22. In Mahendra Singh vs. State of Dehli Administration [AIR 1986 SC 309], it is held that grievous hurt caused by blunt weapon like lathi, can fall within section 325 of IPC and not under Section 326 of IPC. Likewise, in another case, Halke vs. State of M.P. [AIR 1994 SC 951], wherein it is held that the accused caused death of deceased by inflicting blows on him with stick. Head injury proved to be fatal and deceased died after a week. In this case, the accused was held liable and punished under Section 325 of IPC. The following excerpts of the aforesaid judgement is worth to refer here:-

"9....................No doubt the injury on the head proved to be fatal after lapse of one week but from that alone it cannot be said that the offence committed by the two appellants was one punishable under Section 304 Part II IPC. The injuries found on the witnesses are also of the same nature and for the same they are convicted under Section 325 of IPC."

23. From the aforesaid deliberation it is illustrated that the appellants have caused single blow with intention to cause the injured a grievous injury, therefore, they cannot be punished for Section 307 of IPC but rather they are liable for causing voluntarily grievous injury which is punishable under Section 325 of IPC.

24. Hence, in view of the aforesaid analyses, the conviction under Section 307 of IPC is liable to be and is hereby set aside and instead of that the appellants are liable to be convicted under Section 325 of IPC. Accordingly, this appeal is partly allowed with regard to the fact that the appellants are convicted under Section 325 of IPC instaed of the offence under Section 307 of IPC. In so far as the conviction under Section 323 of IPC is concerned, since it is well supported by the injured Shankarlal (PW-2) and other evidence along with Dr. Kripanshu (PW-4), hence, it does not want any interference.
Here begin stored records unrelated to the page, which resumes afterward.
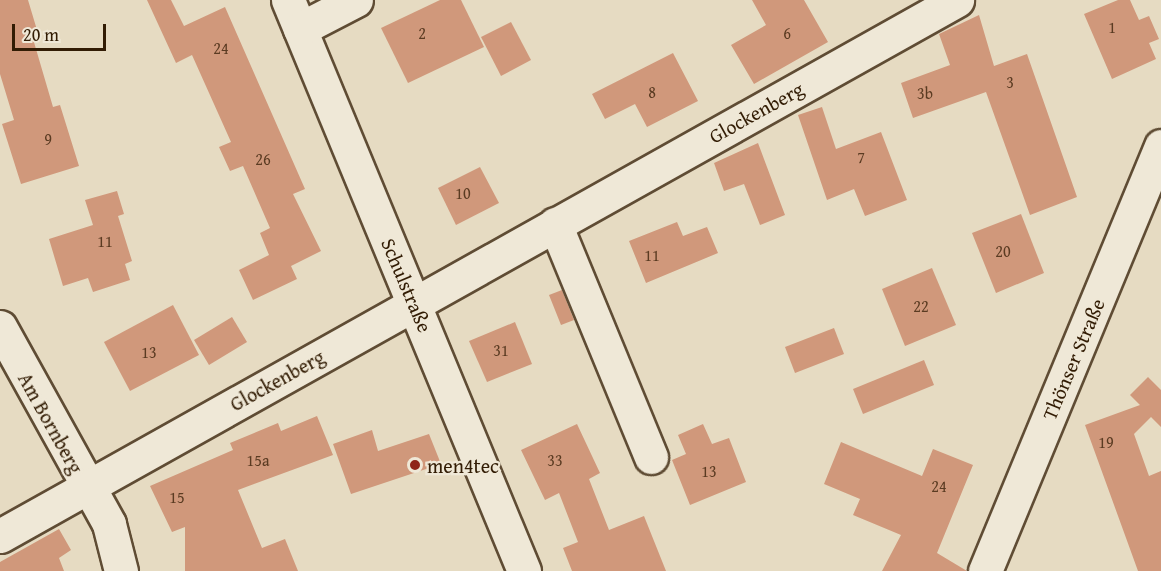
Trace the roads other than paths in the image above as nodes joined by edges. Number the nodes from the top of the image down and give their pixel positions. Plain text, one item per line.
1 (356, 0) edge
2 (957, 0) edge
3 (294, 15) edge
4 (1161, 146) edge
5 (555, 224) junction
6 (415, 303) junction
7 (0, 327) edge
8 (651, 457) dead end
9 (87, 486) junction
10 (0, 536) edge
11 (121, 571) edge
12 (524, 571) edge
13 (985, 571) edge

1 - 3 street
2 - 5 street, Glockenberg
3 - 6 street, Schulstraße
4 - 13 street, Thönser Straße
5 - 6 street, Glockenberg
5 - 8 street
6 - 9 street, Glockenberg
6 - 12 street, Schulstraße
7 - 9 street, Am Bornberg
9 - 10 street, Glockenberg
9 - 11 street, Am Bornberg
25. So far as the sentence is concerned, looking to the facts and circumstances of the case and also the fact that the appellants are not having any criminal past and they are facing the criminal case since 2022, in order to meet the ends of justice, it would be condign to award the sentence of one year RI along with heavy fine of Rs. 25,000/- for the offence under 325 of IPC. So far as the sentence and punishment under Section 323 of IPC is concerned, there is no need to interfere into the sentence of one year RI and fine of Rs.500/.

26. In view of aforesaid discussion, partly allowing this appeal, appellants are convicted for Section 325 r/w Section 34 for one year RI with fine of Rs. 25,000/- to be paid by the appellants before releasing them from the jail. If the appellants fail to deposit the fine amount, they will suffer three months RI in default. Sentence of the imprisonment of both offences will be run concurrently.
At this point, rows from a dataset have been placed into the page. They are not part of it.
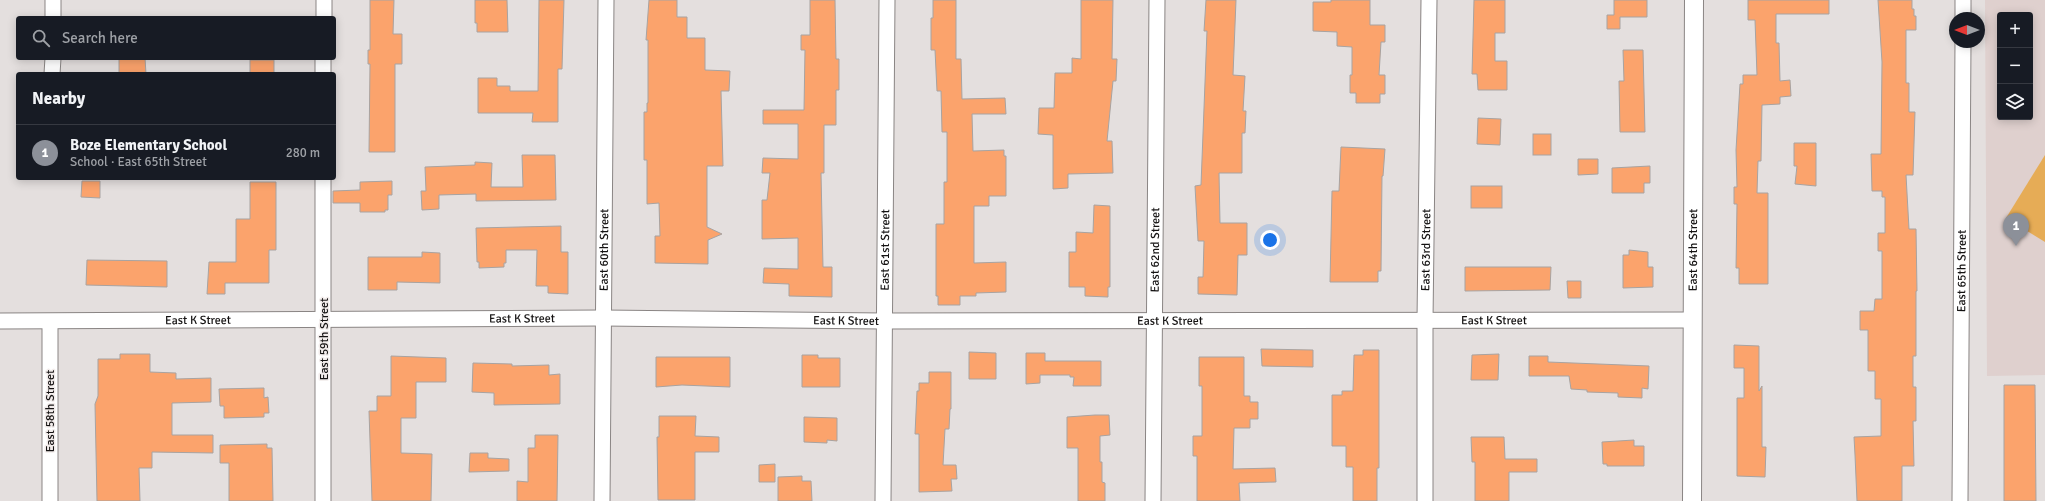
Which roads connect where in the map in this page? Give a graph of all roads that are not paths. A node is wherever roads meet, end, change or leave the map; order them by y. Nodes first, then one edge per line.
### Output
1 (53, 0) edge
2 (324, 0) edge
3 (606, 0) edge
4 (887, 0) edge
5 (1157, 0) edge
6 (1429, 0) edge
7 (1694, 0) edge
8 (1963, 0) edge
9 (1963, 12) edge
10 (53, 16) edge
11 (324, 16) edge
12 (1963, 48) edge
13 (53, 60) edge
14 (323, 60) edge
15 (52, 72) edge
16 (323, 72) edge
17 (323, 180) edge
18 (603, 318) junction
19 (324, 320) junction
20 (1154, 320) junction
21 (1693, 320) junction
22 (0, 321) edge
23 (884, 321) junction
24 (1425, 321) junction
25 (50, 322) junction
26 (50, 501) edge
27 (323, 501) edge
28 (602, 501) edge
29 (883, 501) edge
30 (1154, 501) edge
31 (1425, 501) edge
32 (1692, 501) edge
33 (1960, 501) edge

1 - 10 street
2 - 11 street
3 - 18 street, East 60th Street
4 - 23 street, East 61st Street
5 - 20 street, East 62nd Street
6 - 24 street, East 63rd Street
7 - 21 street, East 64th Street
8 - 9 street
12 - 33 street, East 65th Street
13 - 15 street
14 - 16 street
17 - 19 street, East 59th Street
18 - 19 street, East K Street
18 - 23 street, East K Street
18 - 28 street, East 60th Street
19 - 25 street, East K Street
19 - 27 street, East 59th Street
20 - 23 street, East K Street
20 - 24 street, East K Street
20 - 30 street, East 62nd Street
21 - 24 street, East K Street
21 - 32 street, East 64th Street
22 - 25 street, East K Street
23 - 29 street, East 61st Street
24 - 31 street, East 63rd Street
25 - 26 street, East 58th Street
27. Out of the total fine amount, Rs.40,000/- shall be paid to the complainant Rahul as compensation under Section 357(3) of Cr.P.C. by the learned trial Court.

28. The fine amount, if already deposited as well as the compensation amount paid to the injured if any shall be adjusted.

29. The appellants are in jail. The bail bond of the appellants shall be discharged after completing the sentence of imprisonment and after depositing the fine amount.

30. The order of learned trial Court regarding disposal of the seized property, if any, stands confirmed.

31. A copy of this order be sent to the concerned trial Court for necessary compliance.

32. Pending application, if any, stands closed. Certified copy, as per rules.